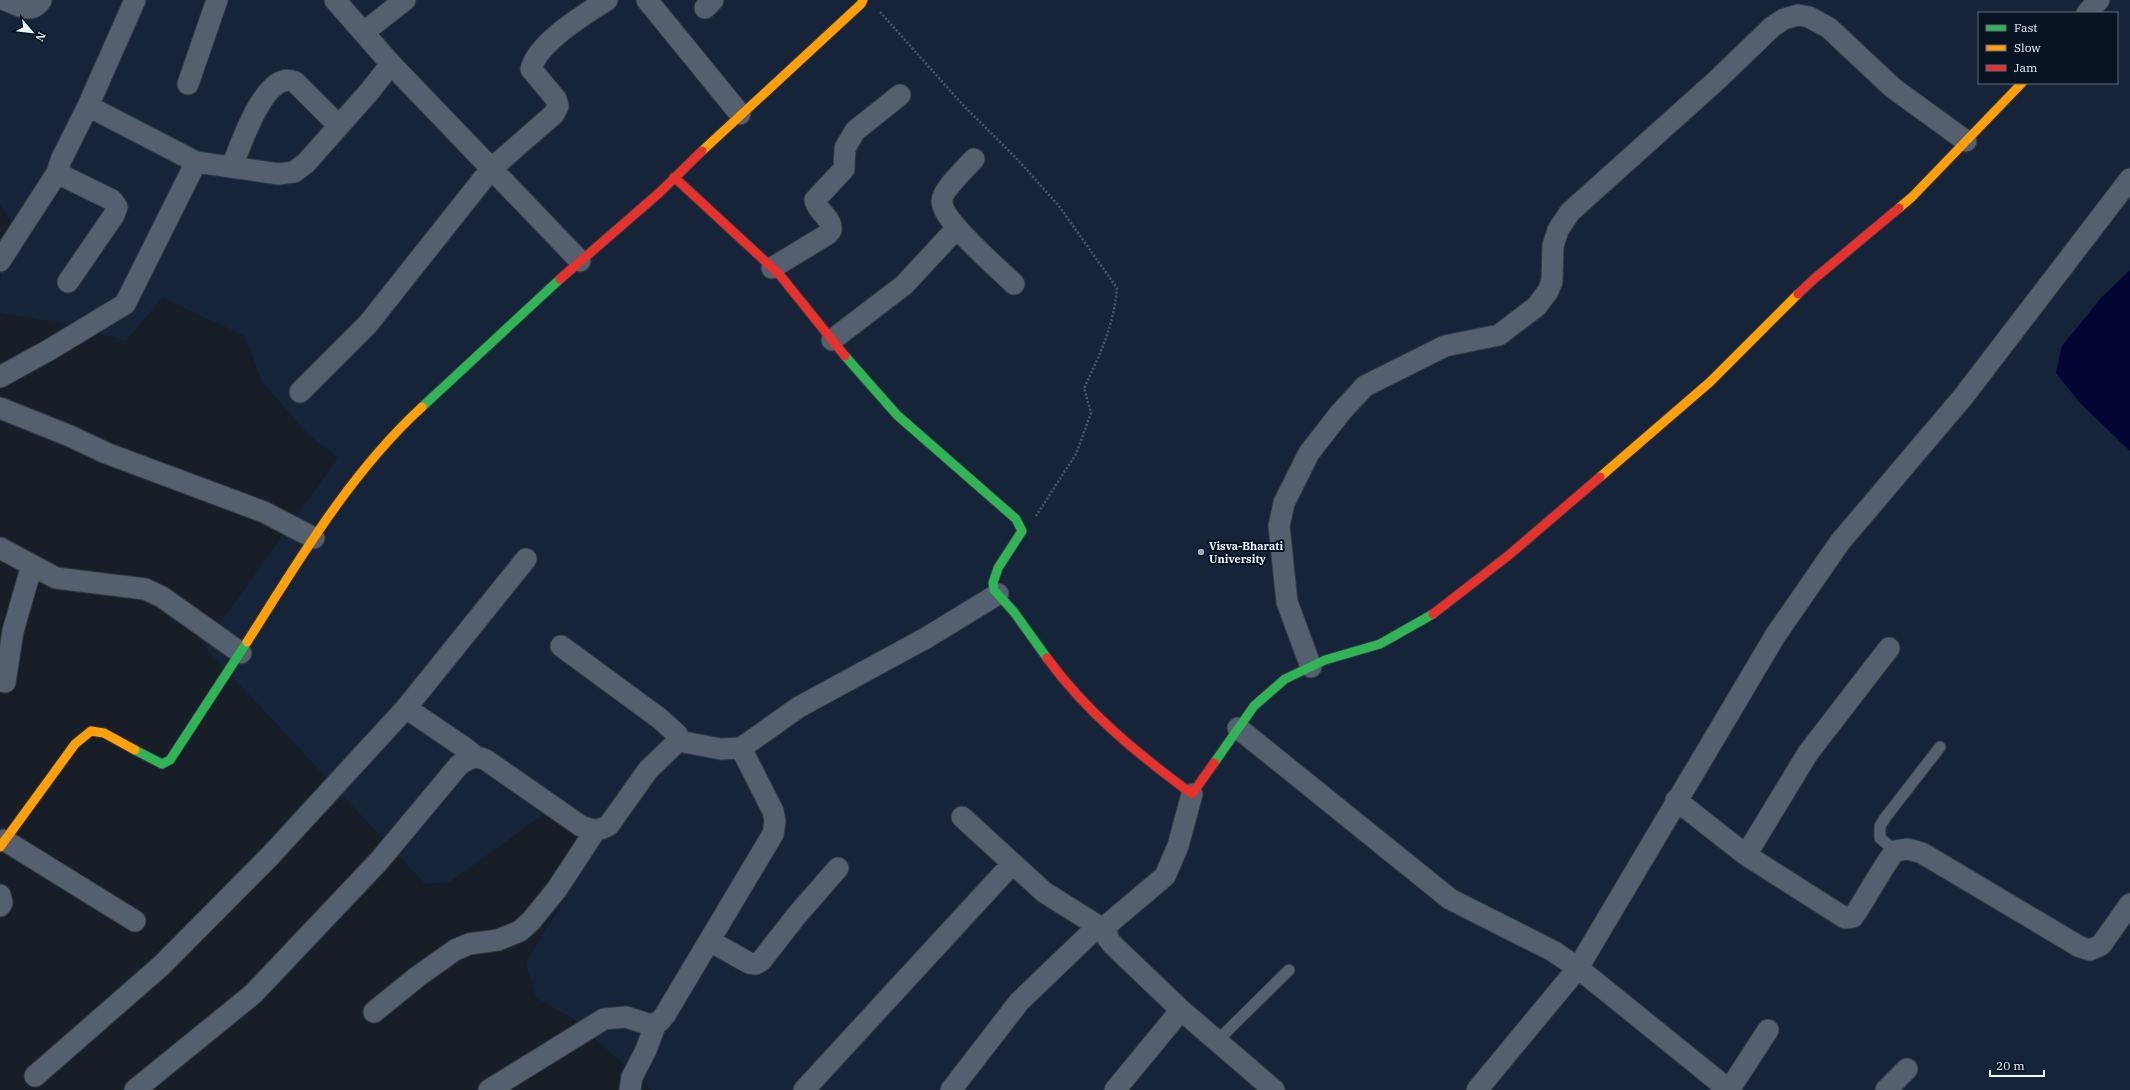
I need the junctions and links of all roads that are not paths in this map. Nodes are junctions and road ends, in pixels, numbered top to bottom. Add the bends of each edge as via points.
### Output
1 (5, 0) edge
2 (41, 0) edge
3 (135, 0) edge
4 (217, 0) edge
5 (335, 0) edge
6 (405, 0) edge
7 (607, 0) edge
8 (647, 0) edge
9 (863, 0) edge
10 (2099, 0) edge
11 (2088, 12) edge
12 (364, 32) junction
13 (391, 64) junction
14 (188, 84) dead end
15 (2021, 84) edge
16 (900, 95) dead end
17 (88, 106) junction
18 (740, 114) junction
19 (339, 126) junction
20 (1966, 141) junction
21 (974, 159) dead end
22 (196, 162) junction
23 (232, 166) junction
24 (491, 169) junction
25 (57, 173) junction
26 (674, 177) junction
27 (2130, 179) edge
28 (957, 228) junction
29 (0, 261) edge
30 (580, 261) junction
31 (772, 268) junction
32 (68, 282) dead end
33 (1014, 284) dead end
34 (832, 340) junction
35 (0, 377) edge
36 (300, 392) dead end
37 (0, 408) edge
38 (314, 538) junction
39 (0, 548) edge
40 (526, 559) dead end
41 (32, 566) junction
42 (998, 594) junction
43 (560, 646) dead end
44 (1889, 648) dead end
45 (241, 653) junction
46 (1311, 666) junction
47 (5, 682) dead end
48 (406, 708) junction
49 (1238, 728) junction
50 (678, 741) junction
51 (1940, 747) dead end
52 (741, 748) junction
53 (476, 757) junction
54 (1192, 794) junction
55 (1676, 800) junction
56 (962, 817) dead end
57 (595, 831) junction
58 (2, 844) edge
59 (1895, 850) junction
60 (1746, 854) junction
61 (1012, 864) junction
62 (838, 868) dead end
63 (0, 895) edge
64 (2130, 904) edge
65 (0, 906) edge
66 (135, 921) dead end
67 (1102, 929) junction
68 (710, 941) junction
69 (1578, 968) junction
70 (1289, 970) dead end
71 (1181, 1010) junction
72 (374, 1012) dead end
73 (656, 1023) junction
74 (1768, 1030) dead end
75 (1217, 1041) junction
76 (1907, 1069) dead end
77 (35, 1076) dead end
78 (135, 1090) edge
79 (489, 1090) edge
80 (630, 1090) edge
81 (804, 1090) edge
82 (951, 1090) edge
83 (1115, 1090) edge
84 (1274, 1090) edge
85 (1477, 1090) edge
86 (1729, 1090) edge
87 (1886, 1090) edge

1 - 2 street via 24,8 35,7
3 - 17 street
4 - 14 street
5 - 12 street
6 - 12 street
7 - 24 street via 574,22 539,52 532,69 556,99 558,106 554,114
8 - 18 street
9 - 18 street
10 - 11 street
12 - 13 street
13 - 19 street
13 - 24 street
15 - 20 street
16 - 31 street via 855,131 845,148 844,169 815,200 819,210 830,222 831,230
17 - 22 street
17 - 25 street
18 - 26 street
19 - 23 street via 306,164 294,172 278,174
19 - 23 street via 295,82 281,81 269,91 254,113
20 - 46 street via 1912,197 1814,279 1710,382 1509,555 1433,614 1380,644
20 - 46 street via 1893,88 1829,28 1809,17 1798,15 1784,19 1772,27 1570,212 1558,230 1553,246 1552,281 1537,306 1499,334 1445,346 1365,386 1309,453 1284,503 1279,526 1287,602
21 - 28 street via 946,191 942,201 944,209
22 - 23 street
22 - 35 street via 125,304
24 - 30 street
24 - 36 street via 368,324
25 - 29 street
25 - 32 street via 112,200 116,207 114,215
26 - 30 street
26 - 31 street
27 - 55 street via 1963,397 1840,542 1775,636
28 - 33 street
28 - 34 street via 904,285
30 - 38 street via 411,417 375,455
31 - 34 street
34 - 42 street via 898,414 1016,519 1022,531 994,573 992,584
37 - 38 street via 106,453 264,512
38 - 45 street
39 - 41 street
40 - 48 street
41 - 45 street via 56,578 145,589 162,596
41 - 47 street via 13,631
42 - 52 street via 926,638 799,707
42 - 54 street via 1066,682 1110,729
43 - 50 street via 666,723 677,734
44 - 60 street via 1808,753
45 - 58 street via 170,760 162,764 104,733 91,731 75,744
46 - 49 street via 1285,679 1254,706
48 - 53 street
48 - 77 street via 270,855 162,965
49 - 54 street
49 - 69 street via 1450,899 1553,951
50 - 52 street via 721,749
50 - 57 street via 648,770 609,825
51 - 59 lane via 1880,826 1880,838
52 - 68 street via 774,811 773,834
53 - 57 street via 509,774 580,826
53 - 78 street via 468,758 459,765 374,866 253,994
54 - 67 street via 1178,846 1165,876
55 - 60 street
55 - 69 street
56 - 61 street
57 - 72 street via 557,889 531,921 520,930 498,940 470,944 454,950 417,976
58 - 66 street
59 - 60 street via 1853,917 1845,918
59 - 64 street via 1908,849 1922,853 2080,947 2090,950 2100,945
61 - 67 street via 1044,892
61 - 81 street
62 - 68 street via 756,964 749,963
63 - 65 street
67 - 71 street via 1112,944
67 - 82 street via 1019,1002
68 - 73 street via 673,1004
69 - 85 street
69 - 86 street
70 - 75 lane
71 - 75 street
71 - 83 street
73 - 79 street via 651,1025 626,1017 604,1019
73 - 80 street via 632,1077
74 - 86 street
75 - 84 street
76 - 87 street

--

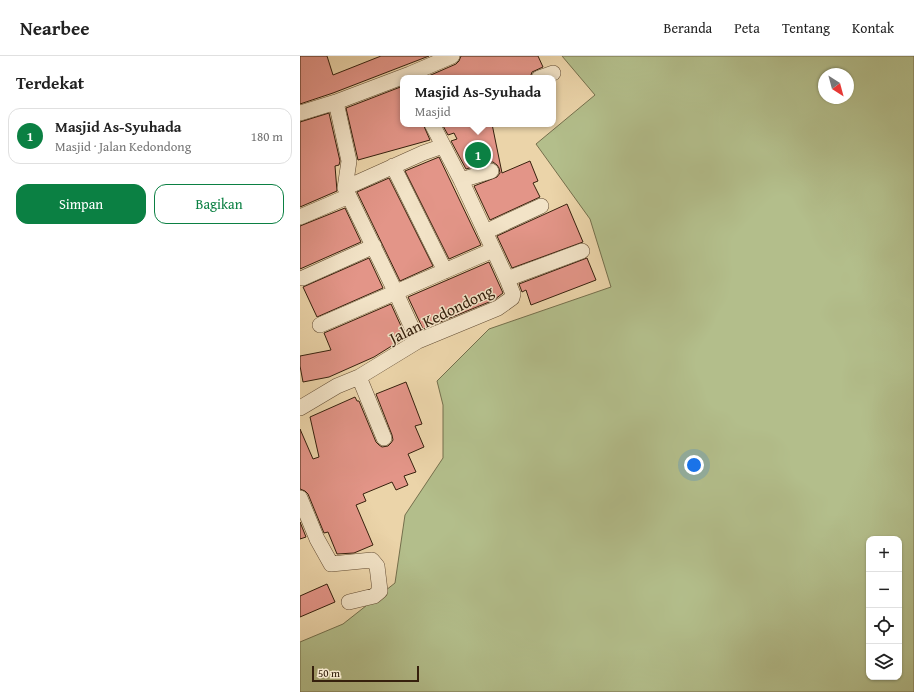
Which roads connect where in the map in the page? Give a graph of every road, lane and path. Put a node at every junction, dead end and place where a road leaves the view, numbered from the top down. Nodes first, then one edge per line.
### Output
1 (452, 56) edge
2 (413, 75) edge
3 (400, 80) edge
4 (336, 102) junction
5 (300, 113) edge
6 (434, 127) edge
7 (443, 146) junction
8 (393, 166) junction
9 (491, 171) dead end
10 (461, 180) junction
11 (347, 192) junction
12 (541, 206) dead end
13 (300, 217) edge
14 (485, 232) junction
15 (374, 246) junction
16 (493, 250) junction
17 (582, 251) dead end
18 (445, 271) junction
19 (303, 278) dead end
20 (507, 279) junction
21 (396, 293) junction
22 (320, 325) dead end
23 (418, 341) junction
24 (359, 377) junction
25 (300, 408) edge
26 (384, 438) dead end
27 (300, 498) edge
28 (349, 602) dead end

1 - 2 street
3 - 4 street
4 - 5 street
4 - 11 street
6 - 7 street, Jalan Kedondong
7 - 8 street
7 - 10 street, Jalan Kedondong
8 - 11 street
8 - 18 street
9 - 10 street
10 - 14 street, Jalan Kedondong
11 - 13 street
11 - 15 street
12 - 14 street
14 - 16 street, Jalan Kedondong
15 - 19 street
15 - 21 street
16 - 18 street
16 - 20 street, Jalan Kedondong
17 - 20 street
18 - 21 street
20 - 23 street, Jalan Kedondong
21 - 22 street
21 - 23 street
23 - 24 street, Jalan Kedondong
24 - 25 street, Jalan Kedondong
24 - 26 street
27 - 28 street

* * *

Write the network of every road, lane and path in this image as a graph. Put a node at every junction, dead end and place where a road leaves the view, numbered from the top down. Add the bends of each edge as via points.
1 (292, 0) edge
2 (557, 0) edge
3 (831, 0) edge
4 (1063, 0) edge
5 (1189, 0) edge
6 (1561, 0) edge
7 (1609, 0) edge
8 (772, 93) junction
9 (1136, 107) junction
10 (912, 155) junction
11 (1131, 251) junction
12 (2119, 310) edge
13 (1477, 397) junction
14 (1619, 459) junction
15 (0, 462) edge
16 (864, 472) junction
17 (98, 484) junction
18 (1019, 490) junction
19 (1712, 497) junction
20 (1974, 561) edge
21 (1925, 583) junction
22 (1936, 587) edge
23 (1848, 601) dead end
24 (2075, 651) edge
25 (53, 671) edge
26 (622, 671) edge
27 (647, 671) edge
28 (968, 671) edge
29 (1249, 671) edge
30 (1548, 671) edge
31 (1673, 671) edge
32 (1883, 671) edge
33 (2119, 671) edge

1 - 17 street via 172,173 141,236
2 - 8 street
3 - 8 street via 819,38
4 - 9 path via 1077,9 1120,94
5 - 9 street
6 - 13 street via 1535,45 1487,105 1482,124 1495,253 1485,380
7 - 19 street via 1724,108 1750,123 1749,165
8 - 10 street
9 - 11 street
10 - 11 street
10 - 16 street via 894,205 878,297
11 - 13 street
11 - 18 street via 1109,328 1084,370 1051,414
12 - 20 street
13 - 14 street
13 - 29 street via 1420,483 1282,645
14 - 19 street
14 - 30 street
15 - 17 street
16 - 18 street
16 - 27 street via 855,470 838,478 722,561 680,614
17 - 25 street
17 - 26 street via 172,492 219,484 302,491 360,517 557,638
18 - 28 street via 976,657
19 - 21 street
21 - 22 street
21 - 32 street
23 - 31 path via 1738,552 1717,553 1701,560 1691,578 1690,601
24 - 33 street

### Work request:
Each line in the data above either holds "Nodes" or does not. State how many do, as a bare number.

### Completed task:
2